This Wasn’t the Plan. But It was the Right Thing.
Home sweet home for several years…
I used to live in a cabin in the woods.
Deer in the yard, an army of ducks splashing in the backyard lake, and only five minutes from my husband’s job—total peace. We had just started getting the hang of the empty-nest thing. After years of holding our breath, we could finally exhale.
Then it all unraveled.
I’d just spent the last stretch of my grandmother’s life helping manage her care as her medical proxy alongside my mother. It was a sacred kind of hard, making decisions no one wants to make, watching someone you love slip away piece by piece. After her passing, my family fell apart in quiet, complicated ways, and within the next year, I lost two more members of my immediate family. The grief barely had time to settle before life pushed forward.
I was still clawing my way back to normal when I met and remarried (a decade after divorce) a man with a past full of fire and a hell of a lot of resilience. His life had been big, loud, and public. Mine had been quieter but, by all means, no less turbulent.
Our story was already messy, so it only made sense that we tied the knot in the middle of it. Because when you’ve lived enough life, you stop waiting for the perfect moment. You create it.
We jumped on his motorcycle one afternoon and headed for the courthouse. The sky cracked open halfway there, soaking us before we could even find parking. We turned back—but only for dry clothes. We weren’t about to let a little rain stop us. We were married in a tiny back office, with two elderly clerks as our witnesses, still damp and grinning like idiots.
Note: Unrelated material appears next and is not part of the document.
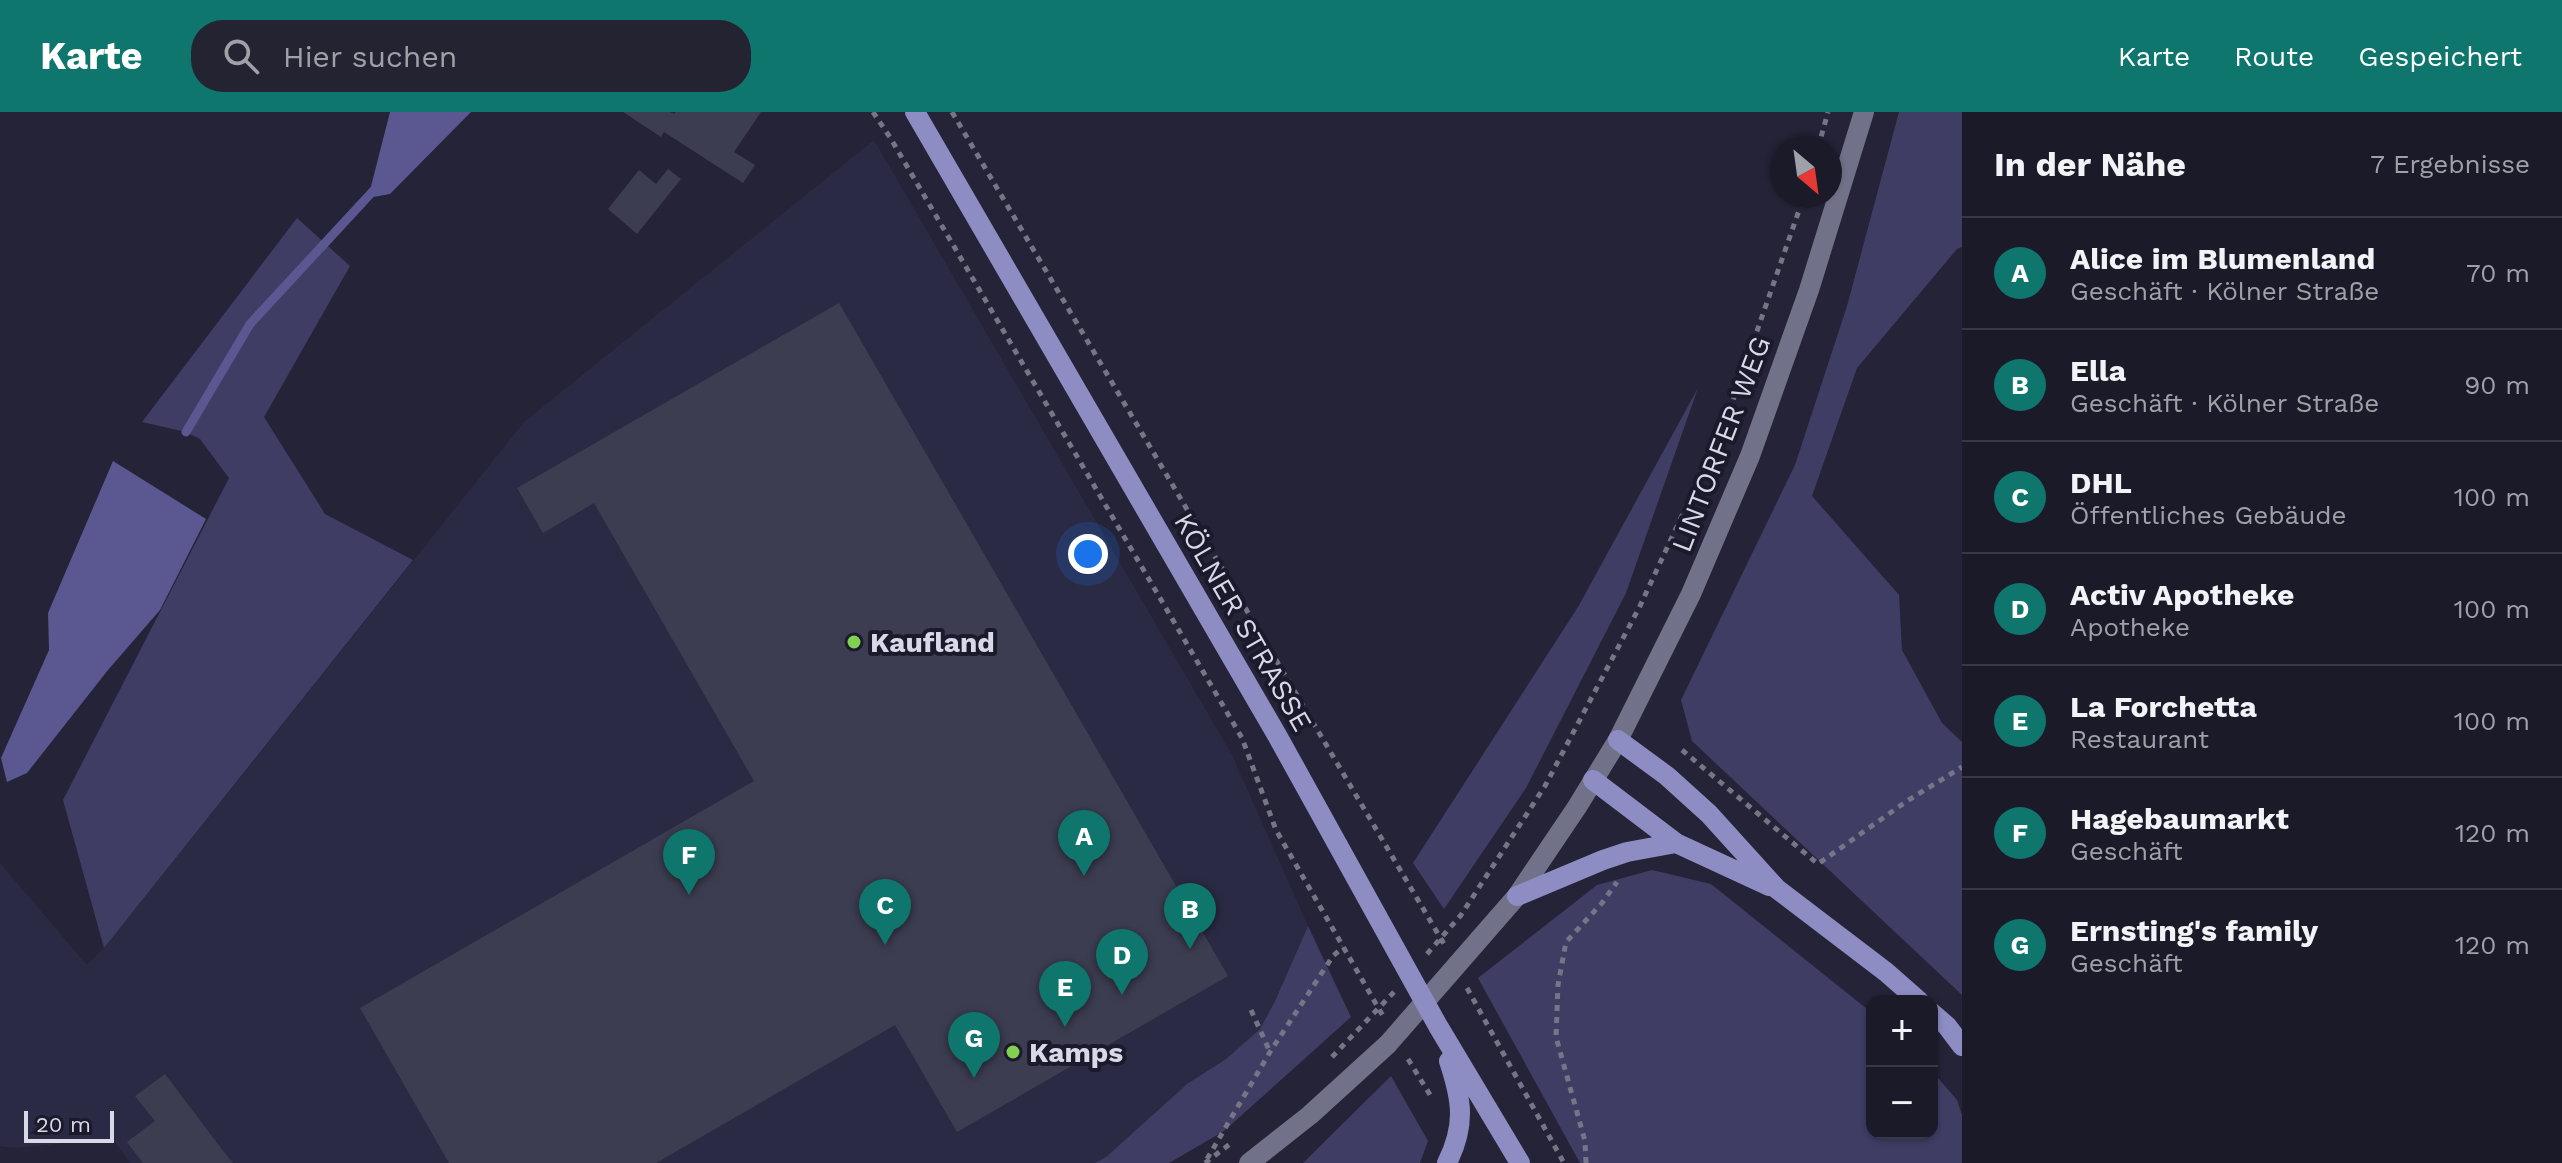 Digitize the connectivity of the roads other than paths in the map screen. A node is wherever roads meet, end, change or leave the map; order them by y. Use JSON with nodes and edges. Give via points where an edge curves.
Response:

A few days later, we flew to Italy for two weeks. That was our “real” wedding—Venice, Tuscany, Rome, Amalfi. We wandered, we ate, we stood in quiet churches and loud plazas and swore we’d come back again. It felt like taking something back from the wreckage. Like breathing again, for the first time in years.
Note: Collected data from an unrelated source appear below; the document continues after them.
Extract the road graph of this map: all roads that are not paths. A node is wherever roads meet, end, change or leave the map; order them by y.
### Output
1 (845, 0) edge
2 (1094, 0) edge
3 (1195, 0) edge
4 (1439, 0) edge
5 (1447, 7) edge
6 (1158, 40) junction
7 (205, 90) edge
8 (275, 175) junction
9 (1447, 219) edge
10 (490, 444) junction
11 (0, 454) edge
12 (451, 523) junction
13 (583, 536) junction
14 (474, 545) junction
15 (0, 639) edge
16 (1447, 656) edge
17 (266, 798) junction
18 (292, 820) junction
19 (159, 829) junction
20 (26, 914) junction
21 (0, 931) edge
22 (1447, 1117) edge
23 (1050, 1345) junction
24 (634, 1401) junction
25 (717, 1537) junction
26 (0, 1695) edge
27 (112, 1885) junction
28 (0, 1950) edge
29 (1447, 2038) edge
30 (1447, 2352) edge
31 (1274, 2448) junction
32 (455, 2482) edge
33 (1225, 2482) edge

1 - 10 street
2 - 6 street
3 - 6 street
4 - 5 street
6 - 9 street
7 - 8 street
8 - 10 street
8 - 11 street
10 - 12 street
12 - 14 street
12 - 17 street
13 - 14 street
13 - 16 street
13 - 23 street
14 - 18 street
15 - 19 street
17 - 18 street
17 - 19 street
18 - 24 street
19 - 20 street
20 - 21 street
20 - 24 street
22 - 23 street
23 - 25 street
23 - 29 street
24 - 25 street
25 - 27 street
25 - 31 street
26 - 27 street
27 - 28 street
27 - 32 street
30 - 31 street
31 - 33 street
For a second, it felt like maybe the universe would let us have this. Peace. Love. A new chapter.
We were travelers, collectors of moments.
We zipped through the treetops of Puerto Rico, smoked cigars in Havana, rode horses along the shoreline in the Dominican Republic, climbed volcanoes in Costa Rica, and made memories in many other places. And we had a dozen more pins to drop on the map.
But peace is fragile. And family doesn’t stop being complicated just because you get a second chance at life.
The pandemic hit. Our daughter moved back in. And eventually, circumstances beyond our control led to two more children coming to live with us full-time. It wasn’t sudden, and it wasn’t simple. But after years of hoping for a better outcome, we stepped in.
We refused to let them become another statistic.
We left our quiet life behind, moved from the woods to the city, and adjusted to new routines, new roles, and new realities—doctors, schools, and courtrooms—all while helping them adjust to a new reality and trying to give them the stability they deserve.
It wasn’t the plan. But it was the right thing.
And sometimes that’s enough.
And for now, at least, this is the life: backpacks by the door, appointment reminders on the chalkboard, and shoes everywhere for some reason. Not the dream we mapped out—but the one we chose. On purpose. Together
I’m still learning how to be what they need.
I’m still learning what this version of my life looks like.
But I’ve stopped waiting for things to get “back to normal.”
This is my life right now. Unearned, imperfect, relentless…and worth every damn step.
Author’s Note: This is one of many chapters. Some names, details, and timelines have been intentionally blurred for privacy—and for peace. The point isn’t perfection. The point is truth, as I lived it.